IL-6 promotes ICAM-1 expression and cell motility in human
osteosarcoma
Yi-Chin Fong 1,2,3, Chih-Hsin Tang 4,5
1. School of Chinese Medicine, China Medical University, Taichung, Taiwan
2. Graduate Institute of Chinese Medical Science, China Medical University, Taichung, Taiwan 3. Department of Orthopedic Surgery, China Medical University Hospital, Taichung, Taiwan 4. Department of Pharmacology, School of Medicine, China Medical University, Taichung, Taiwan 5. Graduate Institute of Basic Medical Science, China Medical University, Taichung, Taiwan
Abstrate
Osteosarcoma is characterized by a high malignant and metastatic potential. Interleukin-6 (IL-6) is a multifunctional cytokine that is associated with the disease status and outcomes of cancers. However, the effect of IL-6 on migration activity in human osteosarcoma cells is mostly unknown.

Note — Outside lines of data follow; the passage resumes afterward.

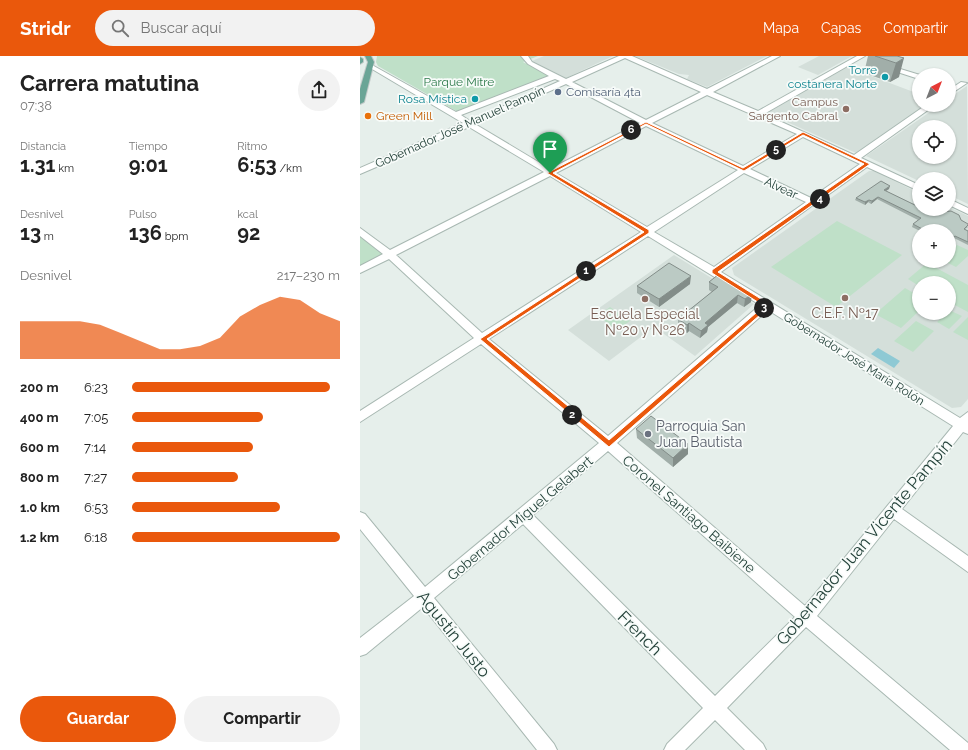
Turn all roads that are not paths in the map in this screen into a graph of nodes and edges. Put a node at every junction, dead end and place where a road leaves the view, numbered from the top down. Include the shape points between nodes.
1 (368, 56) edge
2 (524, 56) edge
3 (626, 56) edge
4 (777, 56) edge
5 (360, 59) edge
6 (862, 59) edge
7 (360, 62) edge
8 (880, 65) edge
9 (370, 66) junction
10 (912, 75) edge
11 (555, 76) junction
12 (566, 81) junction
13 (964, 83) dead end
14 (956, 87) edge
15 (707, 91) junction
16 (360, 100) edge
17 (921, 112) edge
18 (759, 114) junction
19 (455, 115) junction
20 (468, 123) junction
21 (646, 123) junction
22 (803, 134) junction
23 (855, 158) junction
24 (867, 164) junction
25 (360, 170) edge
26 (744, 170) junction
27 (550, 173) junction
28 (912, 185) edge
29 (814, 203) junction
30 (956, 205) edge
31 (968, 211) edge
32 (360, 231) edge
33 (647, 232) junction
34 (390, 255) junction
35 (360, 270) edge
36 (714, 272) junction
37 (767, 305) junction
38 (483, 339) junction
39 (360, 417) edge
40 (966, 423) edge
41 (609, 444) junction
42 (893, 511) junction
43 (524, 514) junction
44 (360, 518) edge
45 (968, 565) edge
46 (425, 597) junction
47 (806, 617) junction
48 (360, 648) edge
49 (715, 709) junction
50 (548, 750) edge
51 (674, 750) edge
52 (757, 750) edge
53 (963, 750) edge

1 - 9 main road via 371,60
2 - 11 street, Alvear via 530,63
3 - 12 street, Gobernador José Manuel Pampín
3 - 15 street
4 - 15 street
5 - 7 main road
6 - 18 street
8 - 10 street
9 - 16 main road
9 - 19 street, Gobernador José María Rolón
11 - 12 street, Alvear
11 - 19 street
12 - 20 street, Gobernador José Manuel Pampín
12 - 21 street, Alvear
13 - 14 street
15 - 18 street
15 - 21 street
17 - 23 street
18 - 22 street
19 - 20 street, Gobernador José María Rolón
20 - 25 street, Gobernador José Manuel Pampín
20 - 27 street, Gobernador José María Rolón
21 - 26 street, Alvear
21 - 27 street
22 - 23 street
22 - 26 street
23 - 24 street
24 - 28 street
24 - 29 street
26 - 29 street, Alvear
26 - 33 street
27 - 33 street, Gobernador José María Rolón
27 - 34 street
29 - 36 street
30 - 31 street
32 - 34 street, Coronel Santiago Baibiene
33 - 36 street, Gobernador José María Rolón
33 - 38 street
34 - 35 street
34 - 38 street, Coronel Santiago Baibiene
36 - 37 street, Gobernador José María Rolón
37 - 40 street, Gobernador José María Rolón
37 - 41 street, Gobernador Miguel Gelabert
38 - 39 street
38 - 41 street, Coronel Santiago Baibiene
40 - 42 street, Gobernador Juan Vicente Pampín
41 - 43 street, Gobernador Miguel Gelabert
41 - 47 street, Coronel Santiago Baibiene
42 - 45 street
42 - 47 street, Gobernador Juan Vicente Pampín
43 - 46 street, Gobernador Miguel Gelabert
43 - 49 street, French
44 - 46 street, Agustín Justo
46 - 48 street, Gobernador Miguel Gelabert
46 - 50 street, Agustín Justo
47 - 49 street, Gobernador Juan Vicente Pampín
47 - 53 street, Coronel Santiago Baibiene
49 - 51 street, Gobernador Juan Vicente Pampín
49 - 52 street, French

Here we found that IL-6 increased the migration and expression of intercellular adhesion molecule-1 (ICAM-1) in human osteosarcoma cells. Transfection of cells with ICAM-1 siRNA reduced IL-6-mediated cell migration. We also found that expression of IL-6 was significantly greater in human osteosarcoma tissues than in normal bone. The integrin-linked kinase (ILK)/Akt/AP-1 pathway was activated after IL-6 treatment, and IL-6- induced expression of ICAM-1 and migration activity was inhibited by the specific inhibitor and siRNA of ILK, Akt, and AP-1 cascades. In addition, over-expression of IL-6 shRNA inhibited the migratory ability and ICAM-1 expression in osteosarcoma cells. Taken together, these results indicate that IL-6 and IL-6 receptor interaction occurs through ILK and Akt, which in turn activates AP-1, resulting in the activations of ICAM-1 and contributing the migration of human osteosarcoma cells.